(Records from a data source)
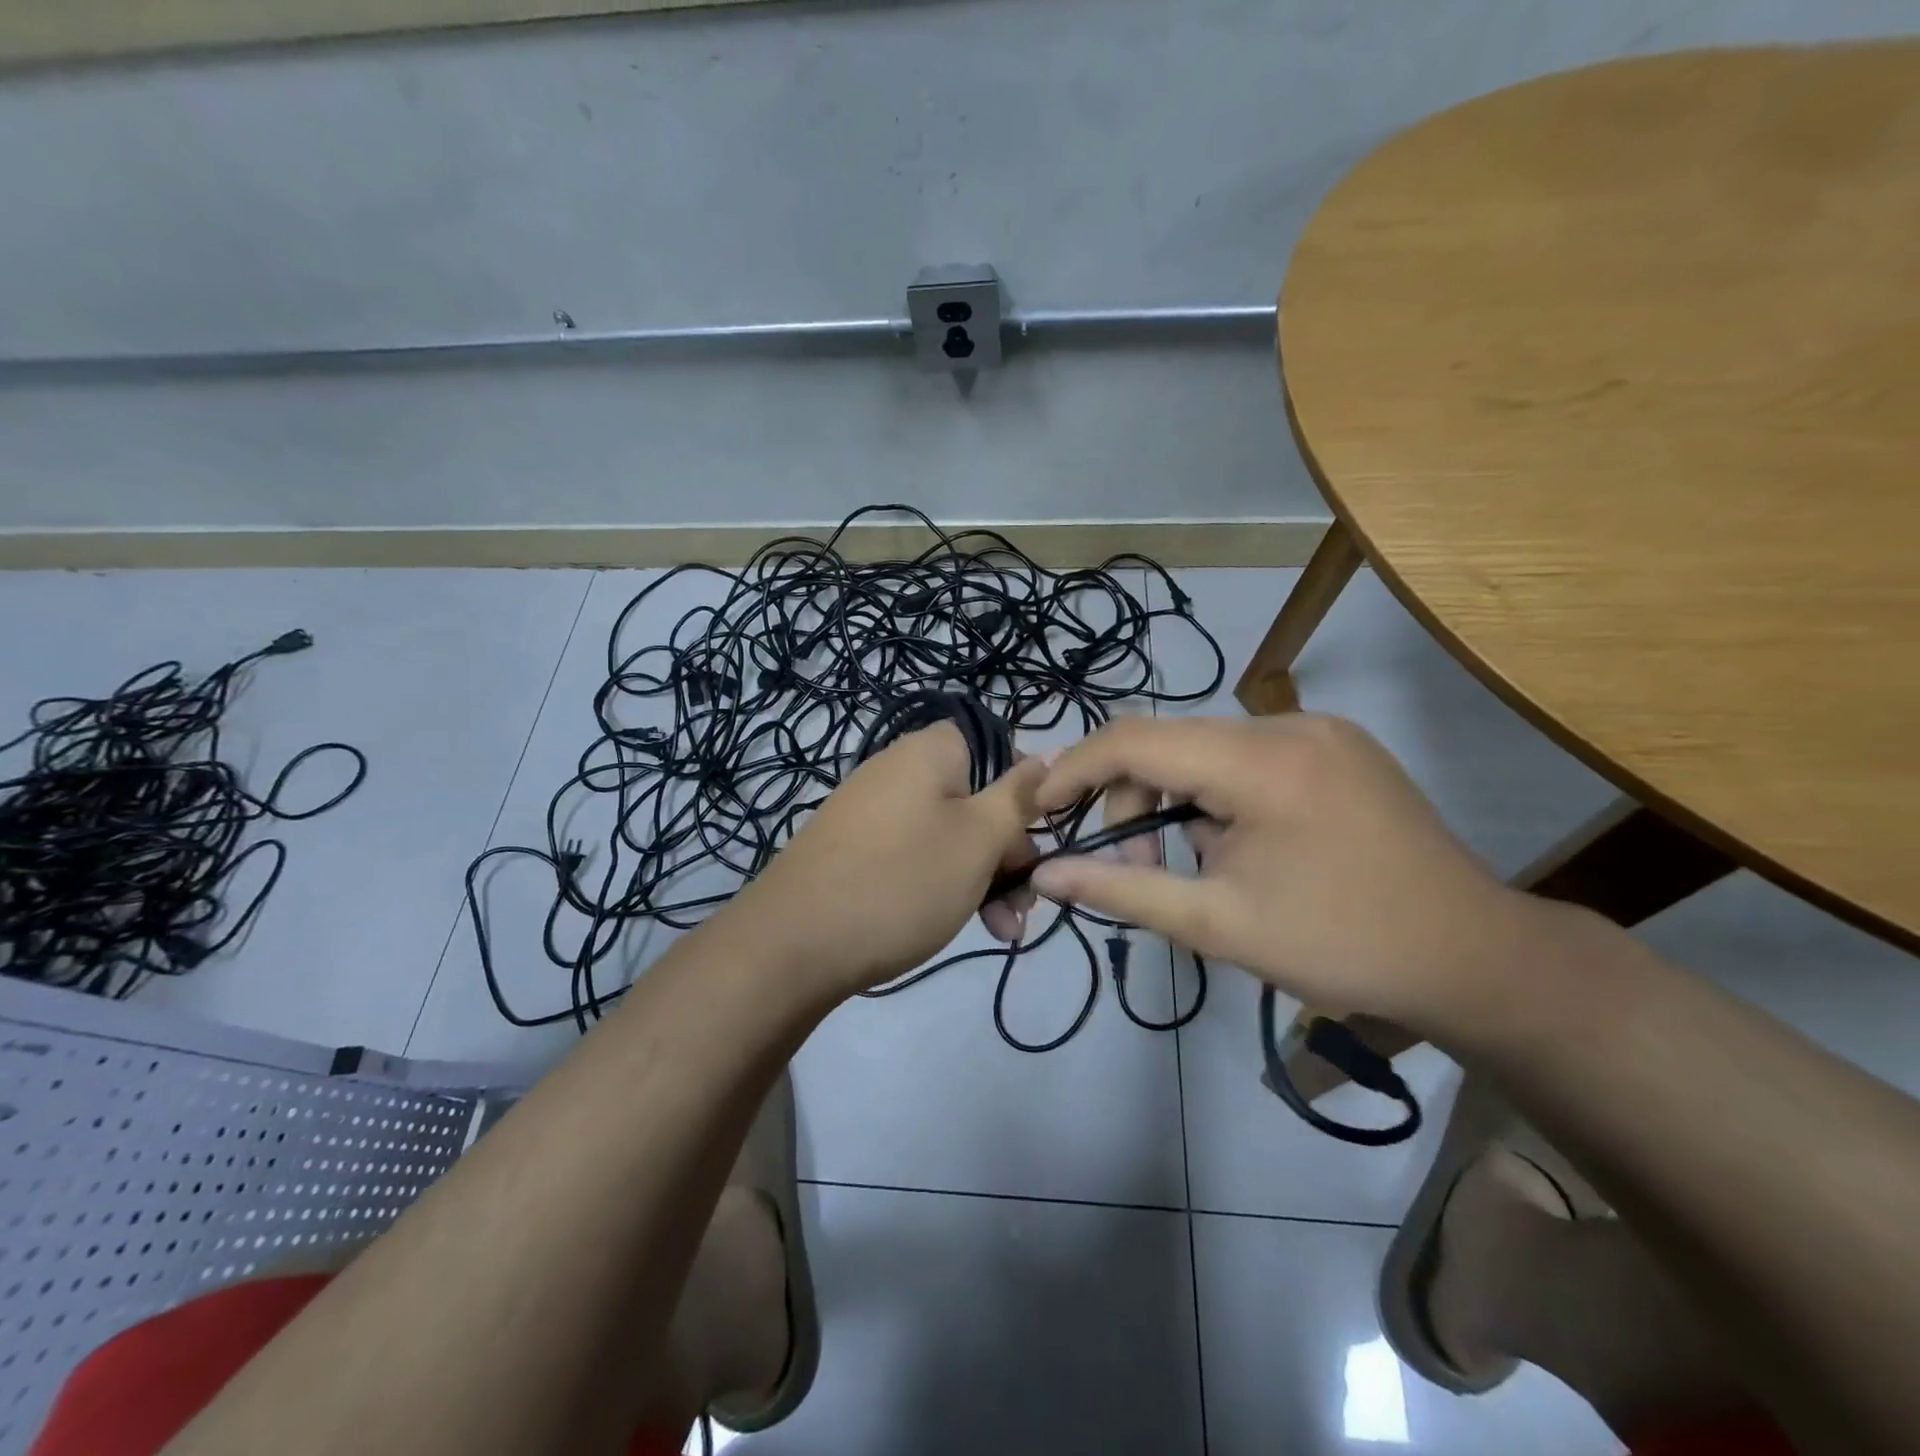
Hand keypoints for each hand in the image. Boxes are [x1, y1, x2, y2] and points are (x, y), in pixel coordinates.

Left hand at [731, 722, 1042, 995]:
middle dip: (1009, 854)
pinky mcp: (856, 848)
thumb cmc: (902, 881)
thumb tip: (1049, 754)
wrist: (791, 944)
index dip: (1026, 795)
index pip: (1000, 750)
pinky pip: (916, 855)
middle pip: (977, 799)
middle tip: (1026, 905)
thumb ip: (1018, 796)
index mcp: (931, 751)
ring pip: (950, 835)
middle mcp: (900, 770)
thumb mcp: (978, 839)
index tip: (1038, 842)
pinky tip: (960, 924)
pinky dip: (942, 885)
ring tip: (1002, 931)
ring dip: (983, 878)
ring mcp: (874, 810)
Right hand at [1030, 714, 1560, 1038]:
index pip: (1136, 739)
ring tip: (1197, 866)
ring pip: (1206, 748)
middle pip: (1170, 742)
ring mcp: (1320, 730)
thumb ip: (1122, 889)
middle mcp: (1289, 724)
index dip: (1076, 769)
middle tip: (1139, 868)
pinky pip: (1246, 756)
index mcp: (1262, 762)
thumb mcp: (1218, 925)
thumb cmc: (1341, 946)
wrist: (1474, 957)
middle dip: (1133, 799)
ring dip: (1177, 799)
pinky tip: (1236, 845)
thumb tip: (1045, 874)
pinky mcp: (1338, 746)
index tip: (1042, 808)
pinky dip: (1217, 794)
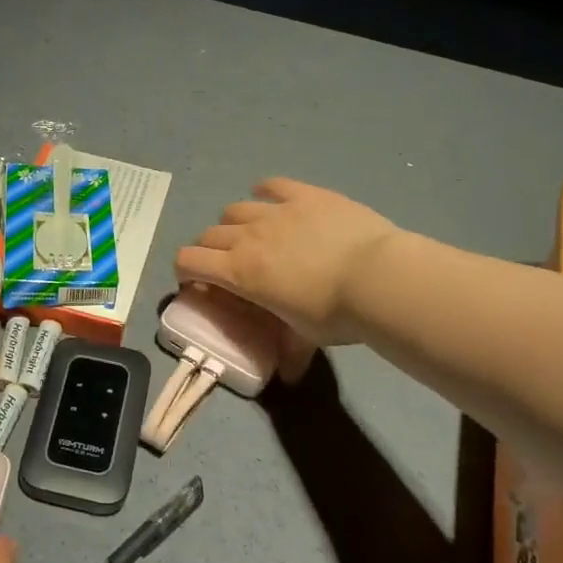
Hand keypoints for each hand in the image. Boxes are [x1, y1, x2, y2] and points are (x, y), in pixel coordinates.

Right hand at [175, 178, 400, 376]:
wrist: (378, 277)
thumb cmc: (335, 313)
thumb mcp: (306, 337)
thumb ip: (290, 350)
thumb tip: (289, 377)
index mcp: (239, 272)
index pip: (188, 260)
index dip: (184, 270)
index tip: (197, 283)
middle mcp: (247, 236)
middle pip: (208, 235)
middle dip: (209, 251)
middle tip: (227, 266)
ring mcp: (275, 211)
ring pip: (234, 209)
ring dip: (234, 223)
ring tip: (252, 235)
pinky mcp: (304, 194)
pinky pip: (272, 185)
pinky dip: (265, 192)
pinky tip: (271, 198)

• **What this task involves**:
Report every line of the data in which "middle" appears.

• **Output**:
middle dip: (1009, 854)
middle pip: (977, 799)
middle tip: (1026, 905)
middle mcp: (900, 770)
middle pip: (1170, 742)
middle mcp: (1289, 724)
middle tip: (1139, 868)
middle dip: (1133, 799)
middle mcp: (247, 236)
middle pip: (208, 235)
middle dip: (209, 251)
middle tip: (227, 266)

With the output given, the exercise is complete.